**Information given**

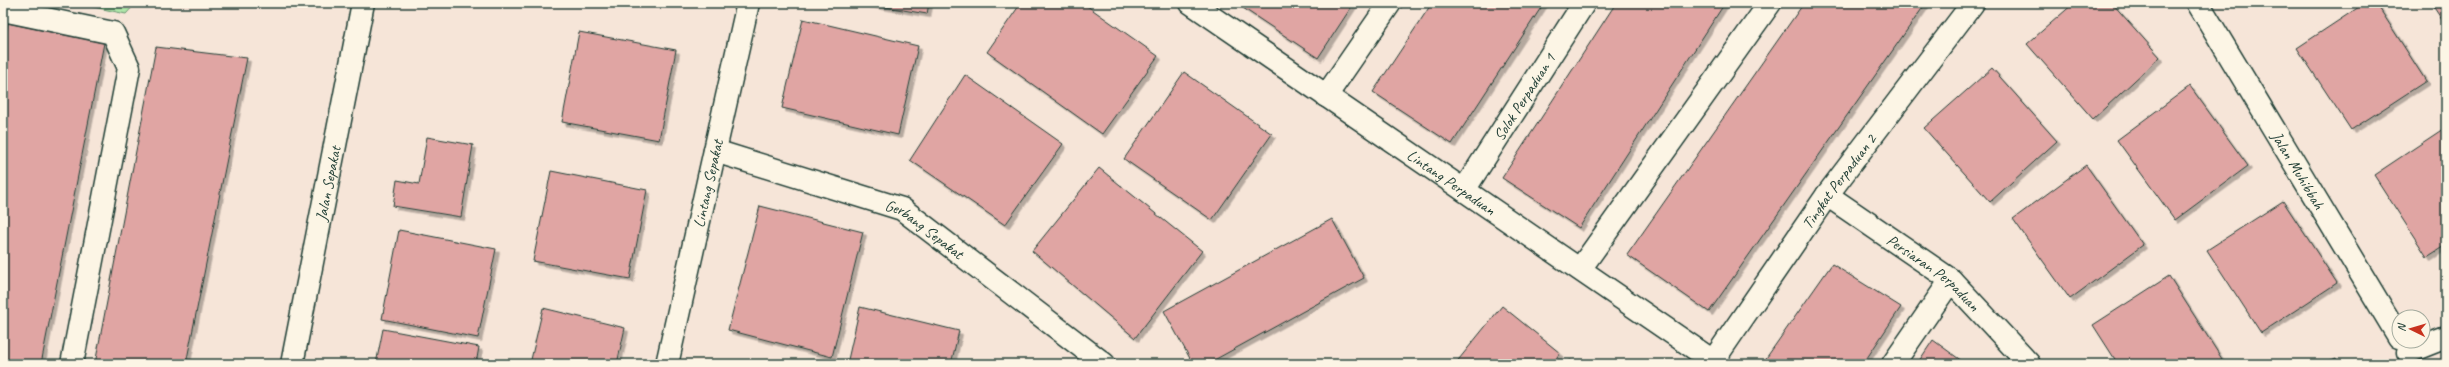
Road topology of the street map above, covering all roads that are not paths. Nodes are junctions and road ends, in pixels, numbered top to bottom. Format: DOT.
graph roads {
  1 [pos="363,3"];
  2 [pos="748,3"];
  3 [pos="1390,3"];
  4 [pos="1584,3"];
  5 [pos="1770,3"];
  6 [pos="1973,3"];
  7 [pos="2198,3"];
  8 [pos="1204,7"];
  9 [pos="3,10"];
  10 [pos="1326,96"];
  11 [pos="715,150"];
  12 [pos="1464,190"];
  13 [pos="1827,195"];
  14 [pos="1580,269"];
  15 [pos="1951,280"];
  16 [pos="2391,326"];
  17 [pos="2446,337"];
  18 [pos="2431,341"];
  19 [pos="1712,362"];
  20 [pos="72,364"];
  21 [pos="292,364"];
  22 [pos="667,364"];
  23 [pos="1104,364"];
  24 [pos="1893,364"];
  25 [pos="2029,364"];
  1 -- 21 [label="street, Jalan Sepakat"];
  2 -- 11 [label="street, Lintang Sepakat"];
  3 -- 10 [label="street"];
  4 -- 12 [label="street, Solok Perpaduan 1"];
  5 -- 14 [label="street"];
  6 -- 13 [label="street, Tingkat Perpaduan 2"];
  7 -- 16 [label="street, Jalan Muhibbah"];
  8 -- 10 [label="street, Lintang Perpaduan"];
  9 -- 20 [label="street"];
  10 -- 12 [label="street, Lintang Perpaduan"];
  11 -- 22 [label="street, Lintang Sepakat"];
  11 -- 23 [label="street, Gerbang Sepakat"];
  12 -- 14 [label="street, Lintang Perpaduan"];
  13 -- 15 [label="street, Persiaran Perpaduan"];
  13 -- 19 [label="street, Tingkat Perpaduan 2"];
  14 -- 19 [label="street, Lintang Perpaduan"];
  15 -- 24 [label="street"];
  15 -- 25 [label="street, Persiaran Perpaduan"];
  17 -- 18 [label="street"];
}
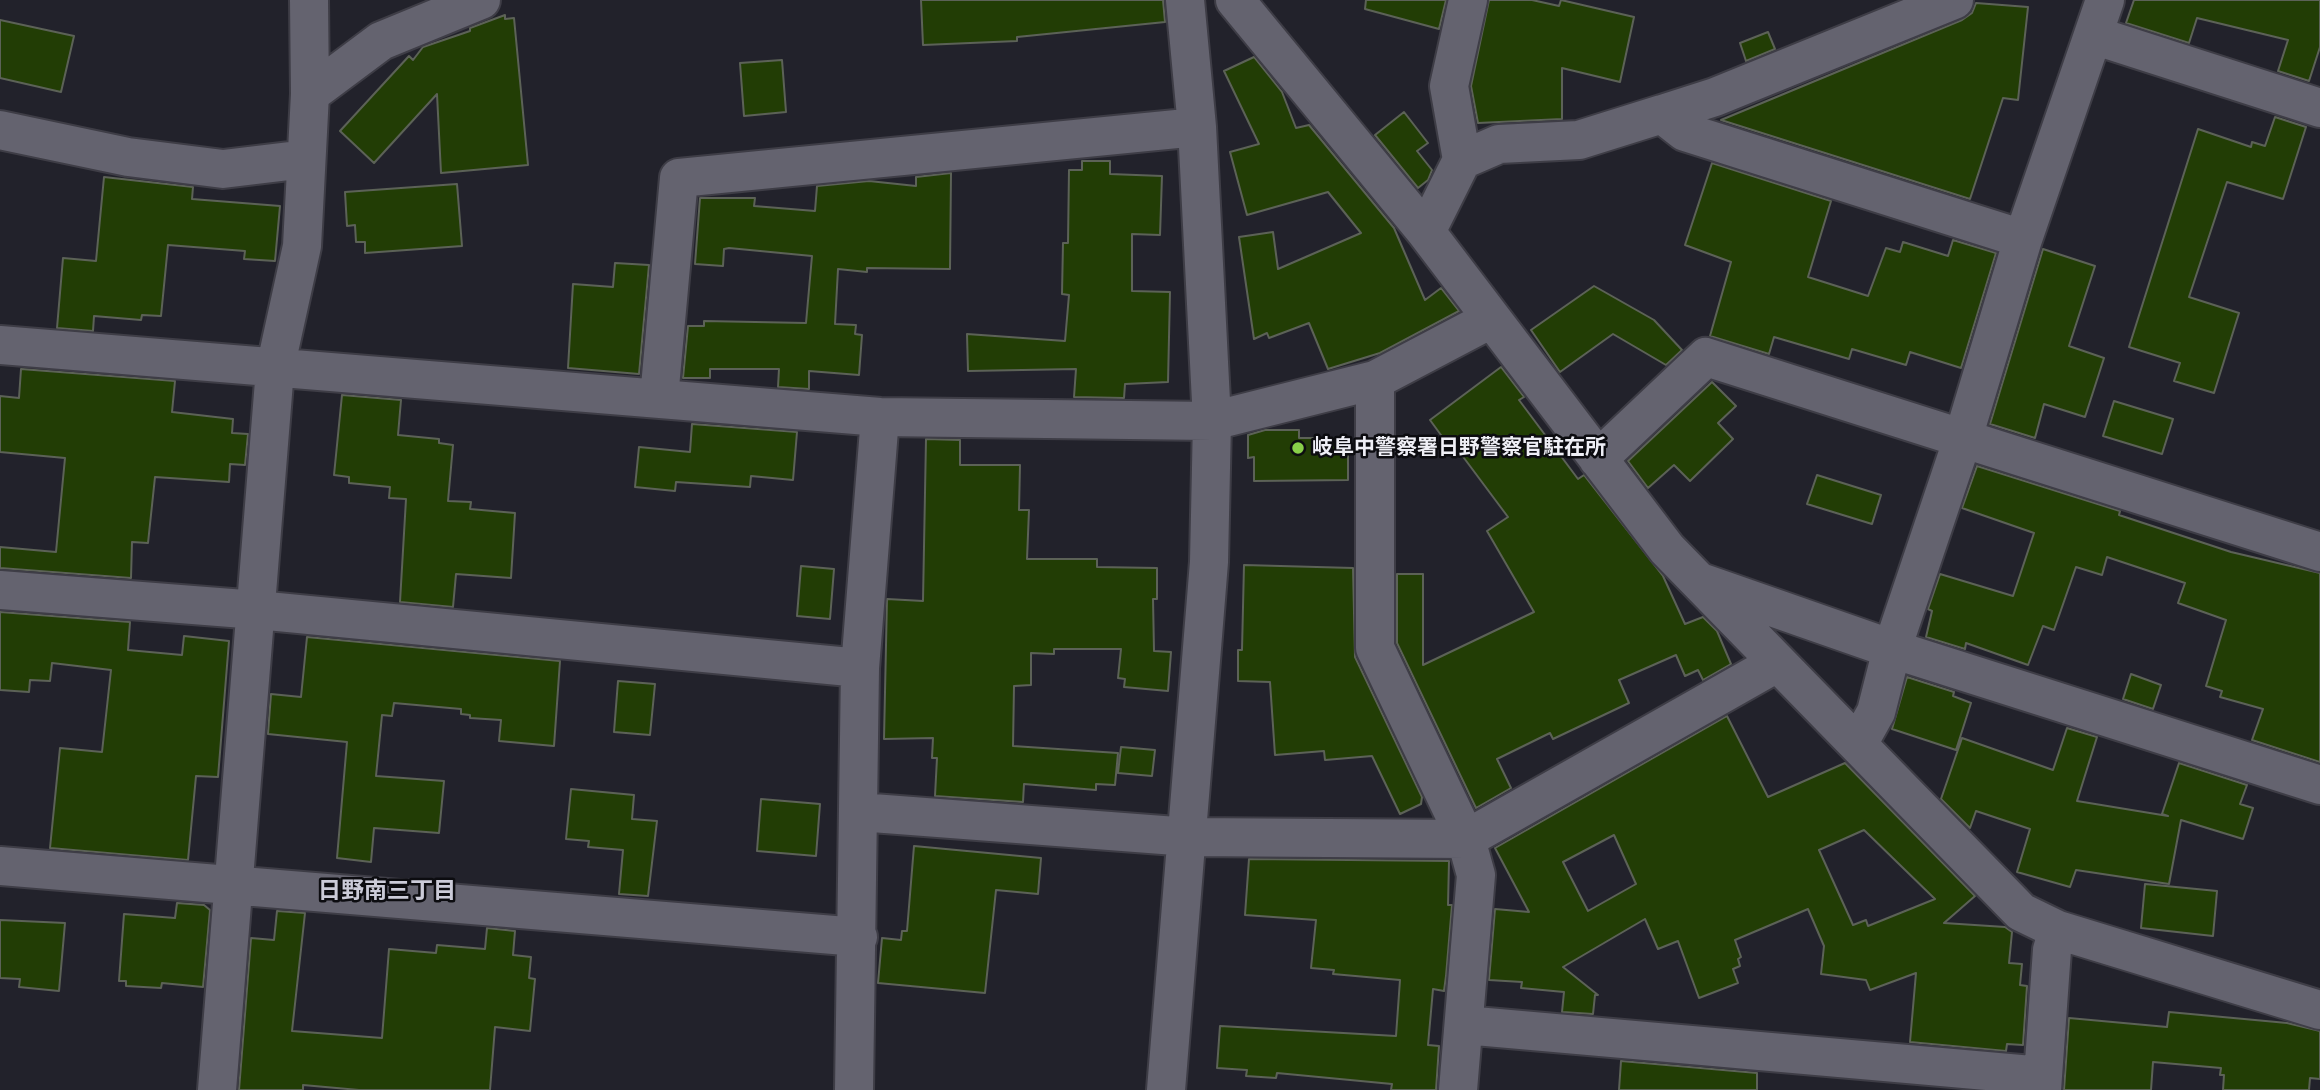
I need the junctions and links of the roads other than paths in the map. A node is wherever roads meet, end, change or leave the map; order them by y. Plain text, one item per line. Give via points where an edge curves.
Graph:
1 (309, 0) edge
2 (481, 0) edge
3 (1185, 0) edge
4 (1235, 0) edge
5 (1468, 0) edge
6 (1954, 0) edge
7 (2099, 17) edge
8 (310, 94) junction
9 (2320, 108) edge
10 (1662, 114) junction
11 (1197, 127) junction
12 (0, 130) edge
13 (306, 159) junction
14 (1462, 160) junction
15 (1426, 232) junction
16 (2023, 239) junction
17 (1491, 319) junction
18 (0, 345) edge
19 (275, 369) junction
20 (1375, 380) junction
21 (659, 398) junction
22 (880, 417) junction
23 (1212, 421) junction
24 (1963, 438) junction
25 (1598, 459) junction
26 (2320, 552) edge
27 (1696, 581) junction
28 (0, 590) edge
29 (257, 610) junction
30 (1892, 649) junction
31 (1775, 664) junction
32 (860, 668) junction
33 (1858, 744) junction
34 (2320, 785) edge
35 (859, 813) junction
36 (1189, 837) junction
37 (1466, 839) junction
38 (0, 866) edge
39 (233, 884) junction
40 (2058, 930) junction
41 (858, 937) junction
42 (2320, 1010) edge
43 (1464, 1026) junction
44 (2042, 1083) edge
45 (217, 1090) edge
46 (854, 1090) edge
47 (1166, 1090) edge
48 (1458, 1090) edge

1 - 8 street
2 - 8 street via 381,41
3 - 11 street
4 - 15 street
5 - 14 street via 1449,86
6 - 10 street
7 - 9 street
7 - 16 street
8 - 13 street
10 - 14 street via 1578,140 1499,144
10 - 16 street via 1685,132
11 - 21 street via 679,178
11 - 23 street
12 - 13 street via 128,158 223,169
13 - 19 street via 302,246
14 - 15 street
15 - 17 street
16 - 24 street
17 - 20 street
17 - 25 street
18 - 19 street
19 - 21 street
19 - 29 street
20 - 23 street
20 - 37 street via 1375,648
21 - 22 street
22 - 23 street
22 - 32 street
23 - 36 street via 1209,562
24 - 25 street via 1706,357
24 - 26 street
24 - 30 street
25 - 27 street
27 - 30 street
27 - 31 street
28 - 29 street
29 - 32 street
29 - 39 street
30 - 33 street via 1876,712
30 - 34 street
31 - 33 street
31 - 37 street
32 - 35 street
33 - 40 street via 2021,912
35 - 36 street
35 - 41 street
36 - 37 street
36 - 47 street
37 - 43 street via 1476,875
38 - 39 street
39 - 41 street
39 - 45 street
40 - 42 street
40 - 44 street via 2052,950
41 - 46 street
43 - 44 street
43 - 48 street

**Action item**
Write the listing out exactly, apart from its pictures.

**Solution below**
Road topology of the street map above, covering all roads that are not paths. Nodes are junctions and road ends, in pixels, numbered top to bottom. Format: DOT.
graph roads {
  1 [pos="363,3"];
  2 [pos="748,3"];
  3 [pos="1390,3"];
  4 [pos="1584,3"];
  5 [pos="1770,3"];
  6 [pos="1973,3"];
  7 [pos="2198,3"];
  8 [pos="1204,7"];
  9 [pos="3,10"];
  10 [pos="1326,96"];
  11 [pos="715,150"];
  12 [pos="1464,190"];
  13 [pos="1827,195"];
  14 [pos="1580,269"];
  15 [pos="1951,280"];
  16 [pos="2391,326"];
  17 [pos="2446,337"];
  18 [pos="2431,341"];
  19 [pos="1712,362"];
  20 [pos="72,364"];
  21 [pos="292,364"];
  22 [pos="667,364"];
  23 [pos="1104,364"];
  24 [pos="1893,364"];
  25 [pos="2029,364"];
  1 -- 21 [label="street, Jalan Sepakat"];
  2 -- 11 [label="street, Lintang Sepakat"];
  3 -- 10 [label="street"];
  4 -- 12 [label="street, Solok Perpaduan 1"];
  5 -- 14 [label="street"];
  6 -- 13 [label="street, Tingkat Perpaduan 2"];
  7 -- 16 [label="street, Jalan Muhibbah"];
  8 -- 10 [label="street, Lintang Perpaduan"];
  9 -- 20 [label="street"];
  10 -- 12 [label="street, Lintang Perpaduan"];
  11 -- 22 [label="street, Lintang Sepakat"];
  11 -- 23 [label="street, Gerbang Sepakat"];
  12 -- 14 [label="street, Lintang Perpaduan"];
  13 -- 15 [label="street, Persiaran Perpaduan"];
  13 -- 19 [label="street, Tingkat Perpaduan 2"];
  14 -- 19 [label="street, Lintang Perpaduan"];
  15 -- 24 [label="street"];
  15 -- 25 [label="street, Persiaran Perpaduan"];
  17 -- 18 [label="street"];
}
I need the junctions and links of the roads other than paths in the map. A node is wherever roads meet, end, change or leave the map; order them by y. Plain text, one item per line. Give via points where an edge curves.
Graph:
1 (309, 0) edge
2 (481, 0) edge
3 (1185, 0) edge
4 (1235, 0) edge
5 (1468, 0) edge
6 (1954, 0) edge
7 (2099, 17) edge
8 (310, 94) junction
9 (2320, 108) edge
10 (1662, 114) junction
11 (1197, 127) junction
12 (0, 130) edge
13 (306, 159) junction
14 (1462, 160) junction
15 (1426, 232) junction
16 (2023, 239) junction
17 (1491, 319) junction
18 (0, 345) edge
19 (275, 369) junction
20 (1375, 380) junction
21 (659, 398) junction
22 (880, 417) junction
23 (1212, 421) junction
24 (1963, 438) junction
25 (1598, 459) junction
26 (2320, 552) edge
27 (1696, 581) junction
28 (0, 590) edge
29 (257, 610) junction
30 (1892, 649) junction
31 (1775, 664) junction
32 (860, 668) junction
33 (1858, 744) junction
34 (2320, 785) edge
35 (859, 813) junction
36 (1189, 837) junction
37 (1466, 839) junction
38 (0, 866) edge
39 (233, 884) junction
40 (2058, 930) junction
41 (858, 937) junction
42 (2320, 1010) edge
43 (1464, 1026) junction
44 (2042, 1083) edge
45 (217, 1090) edge
46 (854, 1090) edge
47 (1166, 1090) edge
48 (1458, 1090) edge

1 - 8 street
2 - 8 street via 381,41
3 - 11 street
4 - 15 street
5 - 14 street via 1449,86
6 - 10 street
7 - 9 street
7 - 16 street
8 - 13 street
10 - 14 street via 1578,140 1499,144
10 - 16 street via 1685,132
11 - 21 street via 679,178
11 - 23 street
12 - 13 street via 128,158 223,169
13 - 19 street via 302,246
14 - 15 street
15 - 17 street
16 - 24 street
17 - 20 street
17 - 25 street
18 - 19 street
19 - 21 street
19 - 29 street
20 - 23 street
20 - 37 street via 1375,648
21 - 22 street
22 - 23 street
22 - 32 street
23 - 36 street via 1209,562
24 - 25 street via 1706,357
24 - 26 street
24 - 30 street
25 - 27 street
27 - 30 street
27 - 31 street
28 - 29 street
29 - 32 street
29 - 39 street
30 - 33 street via 1876,712
30 - 34 street
31 - 33 street
31 - 37 street
32 - 35 street
33 - 40 street via 2021,912
35 - 36 street
35 - 41 street
36 - 37 street
36 - 47 street
37 - 43 street via 1476,875
38 - 39 street
39 - 41 street
39 - 45 street
40 - 42 street
40 - 44 street via 2052,950
41 - 46 street
43 - 44 street
43 - 48 street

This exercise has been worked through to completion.